Kelkheim (ju) – Filip (14), Tom (13) und Max (14) hocken auf einem Sofa im 1. Stock des Kelkheimer Rathauses und lernen gerade Handwerksberufe kennen. Aber nicht so, wie jetzt manche denken mögen – da steht ein Handwerksmeister und erzählt etwas über seinen Beruf, sondern die drei haben VR-Brillen auf und erleben gerade hautnah, wie ein Schornsteinfeger seine Arbeit in schwindelnder Höhe verrichtet. Die Jungs sind begeistert, so oft sind sie auch noch nicht in den Kontakt mit diesen virtuellen Brillen gekommen. In kleinen lebensnahen Sequenzen erzählen Azubis von ihrem Ausbildungsberuf. Und wenn so etwas im Rathaus passiert kann man sich sicher sein – es sind wieder Berufsorientierungstage.

Einblicke erhalten

Diese inzwischen feste Institution erfreut sich großer Beliebtheit an den Kelkheimer Schulen, gehören sie doch genauso dazu wie Bewerbungstraining und Praktika, um den Arbeitnehmern von morgen zu zeigen, wo ihre Stärken sind. Denn dazu dienen diese Berufsorientierungstage, die sich in diesem Jahr über zwei Wochen hinzogen. Sie bieten eine wertvolle Gelegenheit für junge Menschen, Einblicke in verschiedene Berufsfelder zu gewinnen und ihre Zukunftsperspektiven zu erkunden. Sie werden in Zusammenarbeit mit dem Bildungswerk der Hessischen Wirtschaft und der Agentur für Arbeit organisiert. Auch in diesem Jahr fanden die Veranstaltung im Rathaus im ersten Stock und im Jugendzentrum Mitte statt, wo es auch Informationen zu Möglichkeiten im Ausland sowie zu verschiedenen Berufsfeldern wie Hauswirtschaft/Pflege, Technik und Verwaltung angeboten wurden.

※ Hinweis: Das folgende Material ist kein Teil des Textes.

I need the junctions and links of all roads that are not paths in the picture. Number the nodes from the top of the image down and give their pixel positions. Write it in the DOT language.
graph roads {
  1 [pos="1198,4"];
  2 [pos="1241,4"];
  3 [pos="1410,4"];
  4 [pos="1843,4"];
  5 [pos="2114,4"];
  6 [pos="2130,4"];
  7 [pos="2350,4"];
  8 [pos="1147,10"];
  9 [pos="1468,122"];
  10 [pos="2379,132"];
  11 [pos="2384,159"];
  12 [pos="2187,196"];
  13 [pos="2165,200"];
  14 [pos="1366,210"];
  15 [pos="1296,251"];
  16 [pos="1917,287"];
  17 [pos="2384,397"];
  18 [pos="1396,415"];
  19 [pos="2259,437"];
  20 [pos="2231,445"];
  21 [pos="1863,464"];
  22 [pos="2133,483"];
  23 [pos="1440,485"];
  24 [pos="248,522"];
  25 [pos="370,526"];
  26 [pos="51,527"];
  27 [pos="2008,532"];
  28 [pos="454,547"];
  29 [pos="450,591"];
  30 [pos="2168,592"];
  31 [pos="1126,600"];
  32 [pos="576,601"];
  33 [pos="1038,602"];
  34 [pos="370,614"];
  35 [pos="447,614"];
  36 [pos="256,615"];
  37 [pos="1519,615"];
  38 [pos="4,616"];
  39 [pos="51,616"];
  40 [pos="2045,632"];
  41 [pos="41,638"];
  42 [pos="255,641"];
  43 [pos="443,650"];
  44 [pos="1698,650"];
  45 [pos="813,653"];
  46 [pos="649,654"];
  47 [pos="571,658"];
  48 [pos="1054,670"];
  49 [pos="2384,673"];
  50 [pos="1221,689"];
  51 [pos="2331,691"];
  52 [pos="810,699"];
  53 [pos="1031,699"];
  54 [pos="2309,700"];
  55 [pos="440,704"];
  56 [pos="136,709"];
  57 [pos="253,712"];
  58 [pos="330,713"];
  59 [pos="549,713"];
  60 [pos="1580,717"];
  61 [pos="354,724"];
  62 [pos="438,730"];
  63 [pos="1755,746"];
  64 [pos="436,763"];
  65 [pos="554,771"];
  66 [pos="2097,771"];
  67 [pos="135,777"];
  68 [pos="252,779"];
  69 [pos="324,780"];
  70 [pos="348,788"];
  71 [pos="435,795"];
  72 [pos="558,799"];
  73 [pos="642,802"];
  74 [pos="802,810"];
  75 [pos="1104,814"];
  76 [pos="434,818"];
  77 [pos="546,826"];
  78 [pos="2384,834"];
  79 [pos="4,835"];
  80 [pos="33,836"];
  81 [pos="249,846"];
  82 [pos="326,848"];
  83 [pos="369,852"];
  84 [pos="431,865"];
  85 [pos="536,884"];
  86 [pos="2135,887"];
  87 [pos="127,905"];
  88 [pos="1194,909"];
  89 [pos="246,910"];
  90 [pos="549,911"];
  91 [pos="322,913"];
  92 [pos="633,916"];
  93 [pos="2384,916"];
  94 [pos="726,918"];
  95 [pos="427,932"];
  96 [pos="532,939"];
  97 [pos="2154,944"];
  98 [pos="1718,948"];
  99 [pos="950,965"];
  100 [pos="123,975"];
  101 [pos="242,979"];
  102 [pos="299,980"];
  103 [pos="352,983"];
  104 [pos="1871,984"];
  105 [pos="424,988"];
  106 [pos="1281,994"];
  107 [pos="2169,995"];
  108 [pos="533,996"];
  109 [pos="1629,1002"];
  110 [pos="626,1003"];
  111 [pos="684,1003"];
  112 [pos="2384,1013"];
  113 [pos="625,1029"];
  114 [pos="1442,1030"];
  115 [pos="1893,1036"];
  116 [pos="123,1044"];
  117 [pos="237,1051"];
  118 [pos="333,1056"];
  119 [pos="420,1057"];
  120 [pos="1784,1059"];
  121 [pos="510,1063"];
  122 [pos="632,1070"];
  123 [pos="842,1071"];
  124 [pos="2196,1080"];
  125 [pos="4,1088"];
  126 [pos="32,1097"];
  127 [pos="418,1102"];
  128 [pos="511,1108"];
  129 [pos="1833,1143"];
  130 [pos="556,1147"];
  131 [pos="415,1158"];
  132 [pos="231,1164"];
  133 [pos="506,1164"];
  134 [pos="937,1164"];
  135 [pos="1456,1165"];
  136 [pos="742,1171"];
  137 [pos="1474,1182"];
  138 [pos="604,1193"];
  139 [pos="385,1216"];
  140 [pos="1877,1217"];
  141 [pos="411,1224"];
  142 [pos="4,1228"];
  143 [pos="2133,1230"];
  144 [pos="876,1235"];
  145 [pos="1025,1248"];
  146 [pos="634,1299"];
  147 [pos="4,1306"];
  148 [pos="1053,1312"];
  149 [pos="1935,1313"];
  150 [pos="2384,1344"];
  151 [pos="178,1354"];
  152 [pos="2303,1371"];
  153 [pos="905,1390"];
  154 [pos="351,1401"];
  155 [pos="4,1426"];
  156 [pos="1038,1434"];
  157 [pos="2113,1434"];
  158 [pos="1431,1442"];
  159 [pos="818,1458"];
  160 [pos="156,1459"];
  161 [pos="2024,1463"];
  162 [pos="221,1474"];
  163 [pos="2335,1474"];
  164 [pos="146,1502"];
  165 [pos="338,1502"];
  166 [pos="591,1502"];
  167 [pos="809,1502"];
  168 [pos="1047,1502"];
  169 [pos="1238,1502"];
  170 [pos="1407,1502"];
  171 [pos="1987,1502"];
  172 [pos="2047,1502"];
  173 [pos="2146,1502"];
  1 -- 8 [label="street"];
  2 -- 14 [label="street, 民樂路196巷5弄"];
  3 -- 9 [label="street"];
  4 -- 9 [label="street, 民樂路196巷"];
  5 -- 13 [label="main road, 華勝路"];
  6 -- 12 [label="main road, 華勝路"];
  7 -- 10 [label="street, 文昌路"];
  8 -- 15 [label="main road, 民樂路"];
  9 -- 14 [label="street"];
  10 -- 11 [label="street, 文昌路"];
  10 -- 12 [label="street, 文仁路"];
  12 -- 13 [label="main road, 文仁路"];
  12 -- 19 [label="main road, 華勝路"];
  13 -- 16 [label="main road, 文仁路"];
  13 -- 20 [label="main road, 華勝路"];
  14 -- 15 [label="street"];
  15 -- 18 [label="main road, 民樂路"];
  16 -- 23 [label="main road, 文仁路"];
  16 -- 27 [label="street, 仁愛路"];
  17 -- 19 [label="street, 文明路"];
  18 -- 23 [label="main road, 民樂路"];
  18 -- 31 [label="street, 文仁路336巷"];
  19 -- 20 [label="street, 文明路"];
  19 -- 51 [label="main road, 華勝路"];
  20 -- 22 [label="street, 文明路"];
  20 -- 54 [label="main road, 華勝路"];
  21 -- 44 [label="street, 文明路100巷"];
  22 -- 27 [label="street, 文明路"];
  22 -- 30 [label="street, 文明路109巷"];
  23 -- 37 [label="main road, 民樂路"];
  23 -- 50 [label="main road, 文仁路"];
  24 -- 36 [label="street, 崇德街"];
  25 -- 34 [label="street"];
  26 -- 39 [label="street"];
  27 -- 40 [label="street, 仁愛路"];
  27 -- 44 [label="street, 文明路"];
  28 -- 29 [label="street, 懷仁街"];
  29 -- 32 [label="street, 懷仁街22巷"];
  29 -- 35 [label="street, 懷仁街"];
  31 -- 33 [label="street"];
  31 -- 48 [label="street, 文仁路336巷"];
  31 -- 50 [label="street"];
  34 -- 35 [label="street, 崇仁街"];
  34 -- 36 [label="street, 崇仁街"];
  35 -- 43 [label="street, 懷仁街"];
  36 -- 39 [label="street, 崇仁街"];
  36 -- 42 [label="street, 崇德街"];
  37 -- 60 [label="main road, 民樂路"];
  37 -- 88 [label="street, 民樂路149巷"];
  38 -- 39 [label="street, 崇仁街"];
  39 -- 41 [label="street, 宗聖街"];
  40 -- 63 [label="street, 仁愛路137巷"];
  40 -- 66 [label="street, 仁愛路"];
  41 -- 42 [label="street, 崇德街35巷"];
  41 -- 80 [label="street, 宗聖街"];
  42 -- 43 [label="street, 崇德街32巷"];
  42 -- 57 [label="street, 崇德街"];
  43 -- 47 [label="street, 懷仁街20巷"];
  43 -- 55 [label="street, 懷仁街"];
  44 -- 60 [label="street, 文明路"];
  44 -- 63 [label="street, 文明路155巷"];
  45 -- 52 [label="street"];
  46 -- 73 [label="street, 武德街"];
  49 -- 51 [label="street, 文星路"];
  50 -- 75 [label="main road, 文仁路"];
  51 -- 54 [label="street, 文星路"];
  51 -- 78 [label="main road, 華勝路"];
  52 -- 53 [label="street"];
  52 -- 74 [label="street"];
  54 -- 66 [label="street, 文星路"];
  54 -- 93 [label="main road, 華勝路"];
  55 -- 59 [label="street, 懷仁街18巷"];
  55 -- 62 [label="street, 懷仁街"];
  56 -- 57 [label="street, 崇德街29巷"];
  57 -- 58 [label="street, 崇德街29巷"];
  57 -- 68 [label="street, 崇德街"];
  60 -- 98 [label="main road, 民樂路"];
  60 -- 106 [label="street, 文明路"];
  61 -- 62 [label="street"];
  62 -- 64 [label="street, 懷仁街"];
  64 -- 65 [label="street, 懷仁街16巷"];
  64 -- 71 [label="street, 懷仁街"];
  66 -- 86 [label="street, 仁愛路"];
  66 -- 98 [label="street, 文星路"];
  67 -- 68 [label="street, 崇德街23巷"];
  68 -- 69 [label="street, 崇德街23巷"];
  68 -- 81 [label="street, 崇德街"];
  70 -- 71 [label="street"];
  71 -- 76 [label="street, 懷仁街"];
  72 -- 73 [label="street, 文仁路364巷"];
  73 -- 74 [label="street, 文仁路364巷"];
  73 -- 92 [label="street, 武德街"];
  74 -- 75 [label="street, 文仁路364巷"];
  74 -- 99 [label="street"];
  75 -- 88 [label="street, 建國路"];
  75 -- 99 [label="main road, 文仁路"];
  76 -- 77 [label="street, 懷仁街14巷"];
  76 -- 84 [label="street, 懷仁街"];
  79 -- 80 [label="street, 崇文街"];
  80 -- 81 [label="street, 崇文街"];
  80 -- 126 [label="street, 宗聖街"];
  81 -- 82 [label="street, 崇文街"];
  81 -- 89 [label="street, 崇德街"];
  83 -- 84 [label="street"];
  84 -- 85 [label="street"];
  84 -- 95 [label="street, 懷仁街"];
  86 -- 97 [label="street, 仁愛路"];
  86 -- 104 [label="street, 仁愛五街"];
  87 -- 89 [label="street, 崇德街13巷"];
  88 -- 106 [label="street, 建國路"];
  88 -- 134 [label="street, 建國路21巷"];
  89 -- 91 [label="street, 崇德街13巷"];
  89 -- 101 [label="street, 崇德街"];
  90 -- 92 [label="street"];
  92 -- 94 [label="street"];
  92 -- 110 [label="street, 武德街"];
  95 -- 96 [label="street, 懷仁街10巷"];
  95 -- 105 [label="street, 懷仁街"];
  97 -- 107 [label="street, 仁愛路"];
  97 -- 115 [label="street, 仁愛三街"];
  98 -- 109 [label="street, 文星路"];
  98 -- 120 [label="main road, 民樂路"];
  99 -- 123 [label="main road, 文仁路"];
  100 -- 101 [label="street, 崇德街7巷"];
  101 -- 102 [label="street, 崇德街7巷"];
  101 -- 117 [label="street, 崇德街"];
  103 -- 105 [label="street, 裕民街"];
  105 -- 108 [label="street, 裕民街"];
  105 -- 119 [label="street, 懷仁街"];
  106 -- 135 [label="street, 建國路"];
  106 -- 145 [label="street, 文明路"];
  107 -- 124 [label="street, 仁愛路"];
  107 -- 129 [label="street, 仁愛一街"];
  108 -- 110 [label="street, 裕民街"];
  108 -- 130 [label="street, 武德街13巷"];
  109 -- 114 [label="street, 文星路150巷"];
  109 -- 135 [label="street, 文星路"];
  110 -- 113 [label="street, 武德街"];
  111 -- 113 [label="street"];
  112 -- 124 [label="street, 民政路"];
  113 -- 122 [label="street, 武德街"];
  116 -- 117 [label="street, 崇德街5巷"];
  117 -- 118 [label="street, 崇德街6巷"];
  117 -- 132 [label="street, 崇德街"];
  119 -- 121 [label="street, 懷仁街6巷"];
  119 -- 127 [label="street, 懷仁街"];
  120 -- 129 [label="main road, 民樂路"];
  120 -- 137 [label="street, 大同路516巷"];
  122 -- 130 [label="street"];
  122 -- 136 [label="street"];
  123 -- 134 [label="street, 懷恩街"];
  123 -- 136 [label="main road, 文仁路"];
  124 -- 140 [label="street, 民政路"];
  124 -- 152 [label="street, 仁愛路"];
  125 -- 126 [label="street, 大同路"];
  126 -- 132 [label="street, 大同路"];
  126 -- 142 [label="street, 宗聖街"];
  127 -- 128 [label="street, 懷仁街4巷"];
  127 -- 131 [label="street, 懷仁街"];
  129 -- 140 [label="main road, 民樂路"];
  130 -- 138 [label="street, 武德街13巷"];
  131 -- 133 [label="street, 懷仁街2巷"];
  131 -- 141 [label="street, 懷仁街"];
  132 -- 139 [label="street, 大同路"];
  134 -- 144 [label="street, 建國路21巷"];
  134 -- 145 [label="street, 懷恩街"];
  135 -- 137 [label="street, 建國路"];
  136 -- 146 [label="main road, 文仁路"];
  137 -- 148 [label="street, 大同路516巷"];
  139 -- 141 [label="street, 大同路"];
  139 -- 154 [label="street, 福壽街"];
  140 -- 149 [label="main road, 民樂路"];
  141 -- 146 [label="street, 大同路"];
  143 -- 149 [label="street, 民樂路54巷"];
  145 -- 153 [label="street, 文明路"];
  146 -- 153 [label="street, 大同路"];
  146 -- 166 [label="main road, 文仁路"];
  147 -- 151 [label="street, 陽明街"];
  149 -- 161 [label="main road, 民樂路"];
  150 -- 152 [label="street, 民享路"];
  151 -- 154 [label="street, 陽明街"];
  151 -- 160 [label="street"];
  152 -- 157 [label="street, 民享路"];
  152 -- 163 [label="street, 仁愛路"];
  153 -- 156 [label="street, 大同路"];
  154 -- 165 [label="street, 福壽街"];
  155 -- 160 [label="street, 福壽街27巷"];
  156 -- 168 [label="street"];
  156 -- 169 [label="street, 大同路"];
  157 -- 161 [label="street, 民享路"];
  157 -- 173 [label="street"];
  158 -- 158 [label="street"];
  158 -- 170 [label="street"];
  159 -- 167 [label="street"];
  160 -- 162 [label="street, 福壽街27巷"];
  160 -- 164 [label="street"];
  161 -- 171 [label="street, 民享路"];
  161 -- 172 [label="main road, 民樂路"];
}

Azubis mit von der Partie 

Ganz besonders in diesem Jahr waren die Stationsbetreuungen im Jugendtreff. Neben den Städtischen Auszubildenden im Bereich Verwaltung waren auch Auszubildende der Firma Rothenberger im technischen Bereich mit neuen Aufgaben vertreten. Alessandro und Johann, beide im 1. Ausbildungsjahr bei Rothenberger, betreuten die Robotik-Station. Hier musste ein kleiner Sphero Bolt-Roboter von den Schülern so programmiert werden, dass er einen kleinen Parcour bewältigen konnte. Die Beiden wussten erstmal nicht, was auf zu zukommt und mussten sich ins Thema „reinfuchsen“, aber Johann hatte dann soviel Spaß daran, die Jugendlichen zu betreuen und Tipps zu geben, dass er sich sogar von der Berufsschule befreien ließ. „Es ist für die Schüler aber auch für uns eine tollen Sache, wenn sie echte Leute in ihren echten Berufen kennenlernen können und uns mit Fragen löchern“, findet Alessandro. Das sehen auch die Schüler so. Sie sind mit Feuereifer dabei, manchen entwickeln richtigen Ehrgeiz, weil sie erreichen wollen, dass der kleine Roboter durch den Parcour kommt, „ganz ohne anzuecken.“

Beobachter begleiten

Begleitet werden die in diesem Jahr kleinen Gruppen von sogenannten Beobachtern, die sich auf einem Zettel Stichpunkte zu den jeweiligen Stationen machen. Darauf wird zum Beispiel vermerkt wie dir Frustrationstoleranz aussieht, in wie fern Problemlösungsfähigkeiten bestehen und ob der jeweilige Schüler sorgfältig arbeitet. Auch auf einen respektvollen Umgang wird geachtet. Alles Eigenschaften, die im späteren Berufsleben von Wichtigkeit sein werden. Auch an den anderen Stationen wie Verwaltung und Hauswirtschaft standen den Schülern Fachkräfte zur Seite, die Ratschläge gaben und versteckte Fähigkeiten hervorkitzelten. Diese Fähigkeiten kamen dann auch in den einzeln geführten Abschlussgesprächen, die jeder Schüler mit seinem Beobachter führte, zur Sprache. Denn in erster Linie dienen diese Tage auch dazu, versteckte Talente der Schüler zu entdecken. Dafür stand die Stärkendusche wieder zur Verfügung. Denn wer weiß, vielleicht ist der Fußball spielende Schüler genau der, der ein toller Teamplayer ist und von daher geeignet wäre, später mal Führungsaufgaben zu übernehmen. „Es geht einfach darum, im Alltag Stärken zu entdecken, über die man noch nicht so nachgedacht hat“, erklärt Kristin Oswald, die den Schülern die Stärkendusche näher brachte. Das Fazit der 8. Klässler fiel dann am Ende des Tages auch durchaus positiv aus. In diesem Jahr hatte Petra Bliedtner, Leiterin des Amtes für Jugend und Integration, um eine Rückmeldung der Schüler gebeten. Mit Punkten konnten sie bewerten, was ihnen am besten gefallen hat und wie sie den Tag einschätzen. „Es ist toll, was für versteckte Talente doch in einem schlummern und noch besser ist es, wenn man von Fachleuten eine Rückmeldung bekommt, wie man sich anstellt. Das bringt uns weiter“, sind sie sich alle einig. Und wer weiß: Vielleicht hat der ein oder andere an diesem Tag entdeckt, was er mal werden möchte.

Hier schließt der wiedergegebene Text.